Splashes of Brilliance

by Web Test


The following is an exclusive extended foreword by Ben Sessa from the newly published Acid Drops: Adventures in Psychedelia by Andy Roberts.

Let us, for a moment, consider those three little letters: L, S and D. Or perhaps, if we dare, three more, say, D, M and T. Or even the peculiar, simultaneously scientific and druid-sounding word, psilocybin.

Until a few years ago these words were primarily something to do with the 1960s; an archaic throwback to a distant cultural revolution of which your father – or even your grandfather – used to be part. But that is no longer the case. LSD, DMT, psilocybin – and their new cousins MDMA, 2C-B, 5-MeO-DMT and the rest – are suddenly very now. Psychedelics are the new cool. A lot of swirling, coloured water has passed under the Bridge of Sighs since the Small Faces and their pals turned on the world of our elderly relations. Psychedelic culture exploded, burned, died down and then, from the general public’s point of view, appeared to go almost entirely cold. Unless you were lucky enough to be one of the few in-the-know people hanging around Esalen, or were prepared to live a maligned life on the edge of society in a Peace Convoy bus in Wiltshire, then since the early Seventies psychedelics were really not part of many people’s lives. Good, as far as I am concerned. After the Sixties a hiatus is exactly what was needed.

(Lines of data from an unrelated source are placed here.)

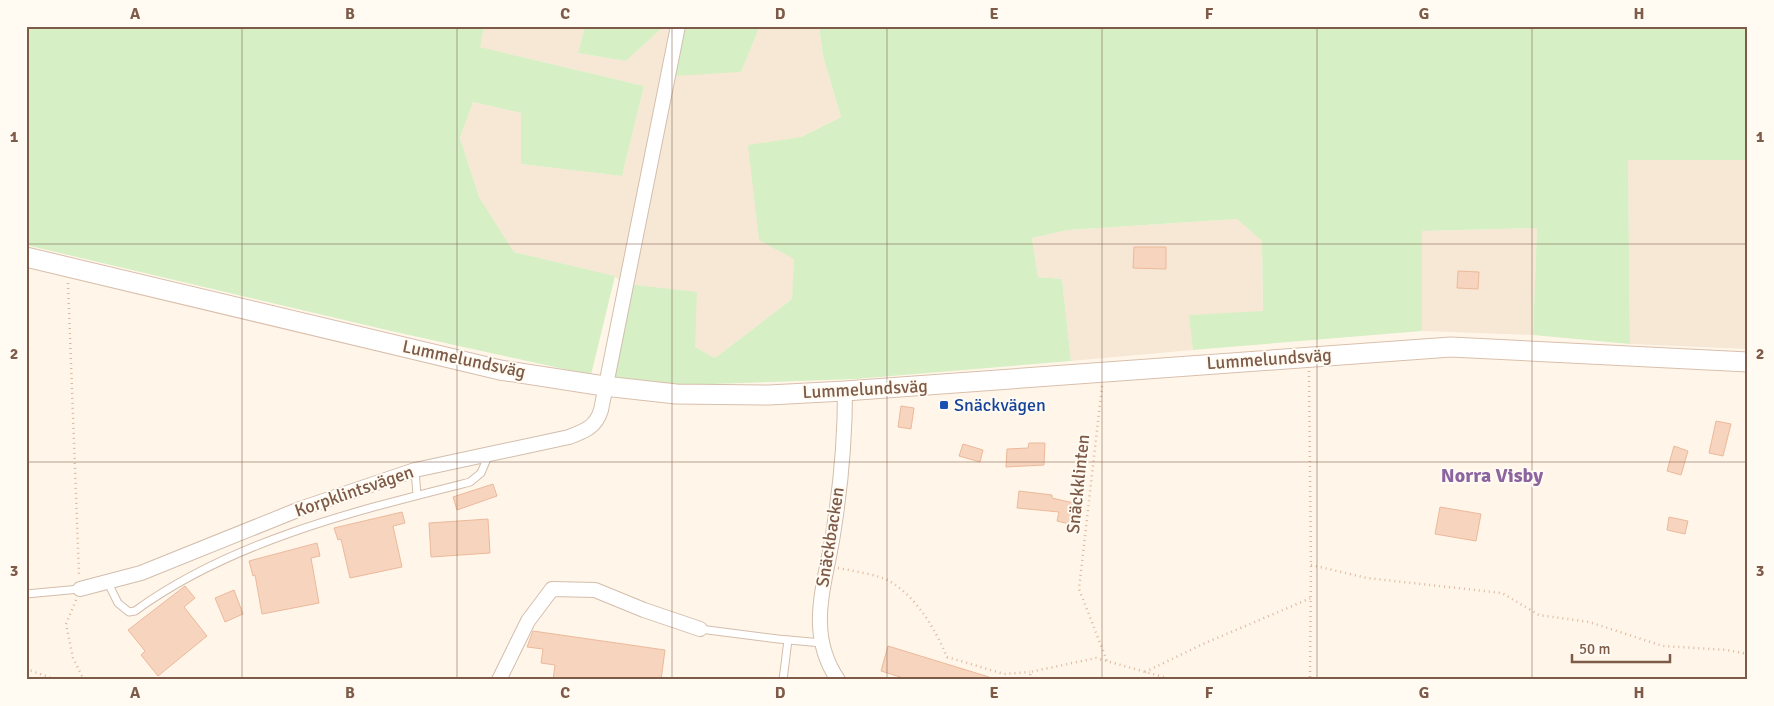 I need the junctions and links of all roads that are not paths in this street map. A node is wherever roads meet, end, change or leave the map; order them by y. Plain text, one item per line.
1 (678, 26) edge
2 (26, 257) edge
3 (1748, 362) edge
4 (604, 386) junction
5 (845, 391) junction
6 (489, 453) junction
7 (415, 470) junction
8 (417, 495) junction
9 (108, 583) junction
10 (80, 589) joint
11 (26, 594) edge
12 (700, 628) joint
13 (788, 640) junction
14 (822, 643) junction
15 (499, 680) edge
16 (782, 680) edge
17 (838, 680) edge

1 - 4 street, Korpklintsvägen
2 - 4 main road, Lummelundsväg
3 - 5 main road, Lummelundsväg
4 - 5 main road, Lummelundsväg
4 - 6 street, Korpklintsvägen
5 - 14 street, Snäckbacken
6 - 7 street, Korpklintsvägen
6 - 8 lane
7 - 8 lane
7 - 9 street, Korpklintsvägen
8 - 9 lane
9 - 10 street, Korpklintsvägen
10 - 11 lane
12 - 13 lane
12 - 15 street
13 - 14 lane
13 - 16 lane
14 - 17 street, Snäckbacken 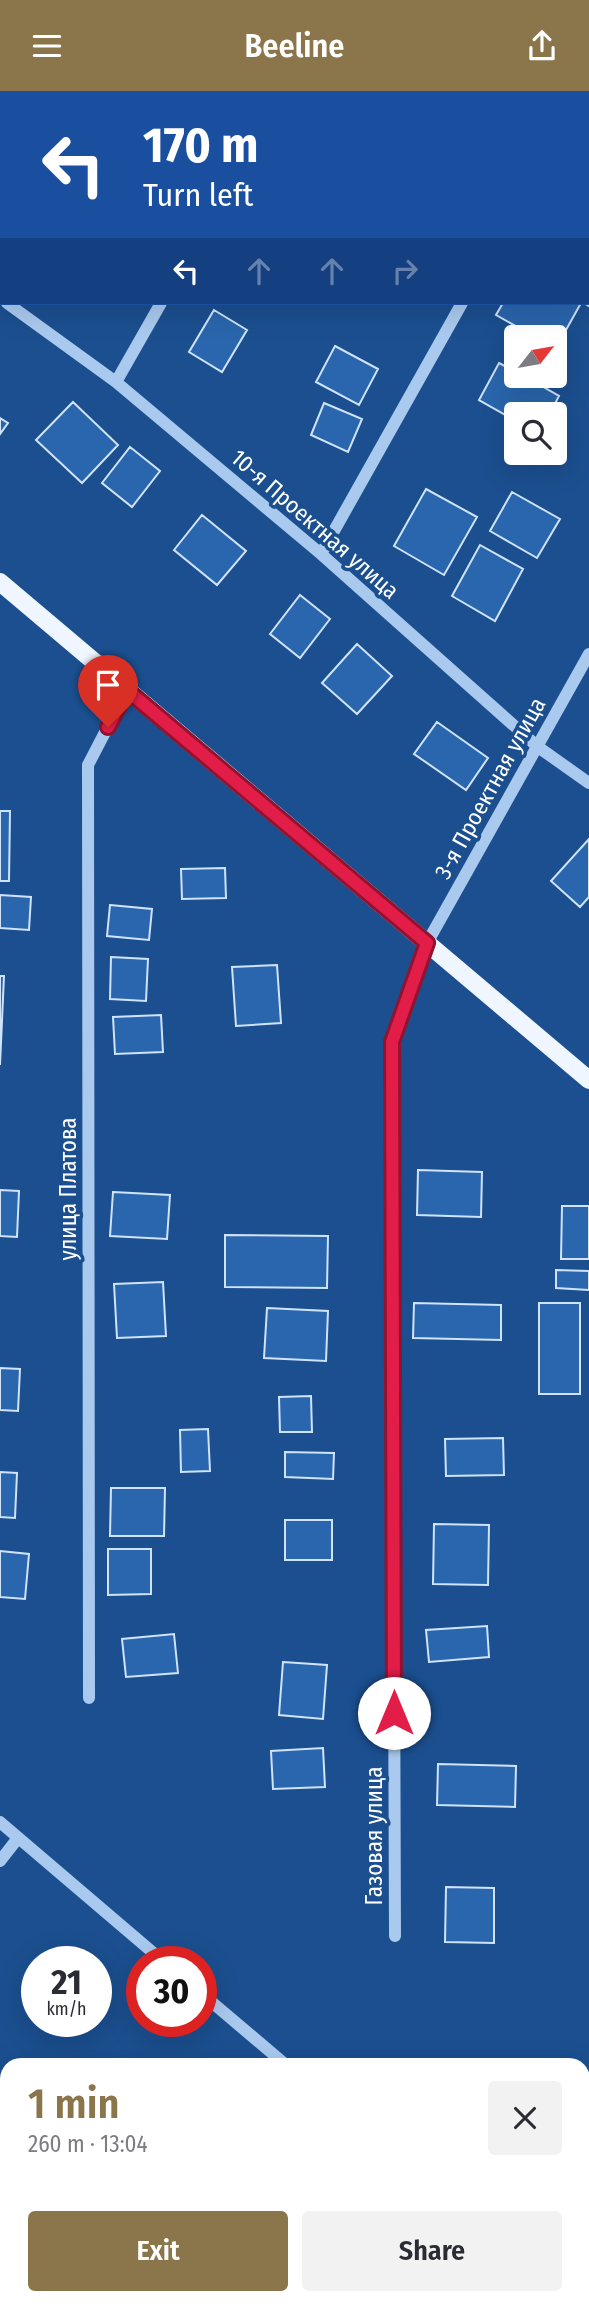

The gap in societal interest in psychedelics has subsequently left space for a whole new way of looking at these wonderful chemicals; an opportunity for unbiased scholars and explorers to reflect without the vacuous distractions of contemporary fashion. The result, however, is that many of today’s kids reaching out for understanding of the cultural and historical significance of the psychedelic experience are drug-geek, mouse-clicking introverts; hungry for relevant and digestible knowledge of their forefathers’ exploits whilst concurrently trying to maintain some degree of coolness with their Facebooking peers. And who better to indulge their green gills with thought-provoking psychedelic bewilderments that Mr. Andy Roberts: Contemporary society’s premier Thinking-Man’s Hippie.

Whilst thoroughly modern, psychedelic culture is also ancient and distant; and because it was always been so, in the 1960s psychedelia drew heavily on the primordial scripts of the pagan and Eastern religions for its inspiration. But for the average Wi-Fi-kid these days the 1960s, which are so last century, man, may as well be prehistoric. Which means today’s psychedelic culture has a history of it’s own that needs to be understood and assimilated just as much as the shamans of old. Psychedelia is embedded in myth and magic. It simply wouldn’t work without the dogmatic drawl of armchair hippie do-gooders misquoting at dawn, not knowing their Abbie Hoffmans from their Albert Hofmanns. This subject, therefore, is in dire need of some journalistic accuracy. But no one would be interested in such a read if it wasn’t also shot through with otherworldly magic. Enter Andy Roberts’ Acid Drops. So if you are reading this foreword because you are looking for a book that will give you a simple up-to-date re-hashish of the same old psychedelic stories and myths then you might like to consider putting this down (and picking up the more vacuous Psychedelic Renaissance instead, perhaps). Because Acid Drops is so much more.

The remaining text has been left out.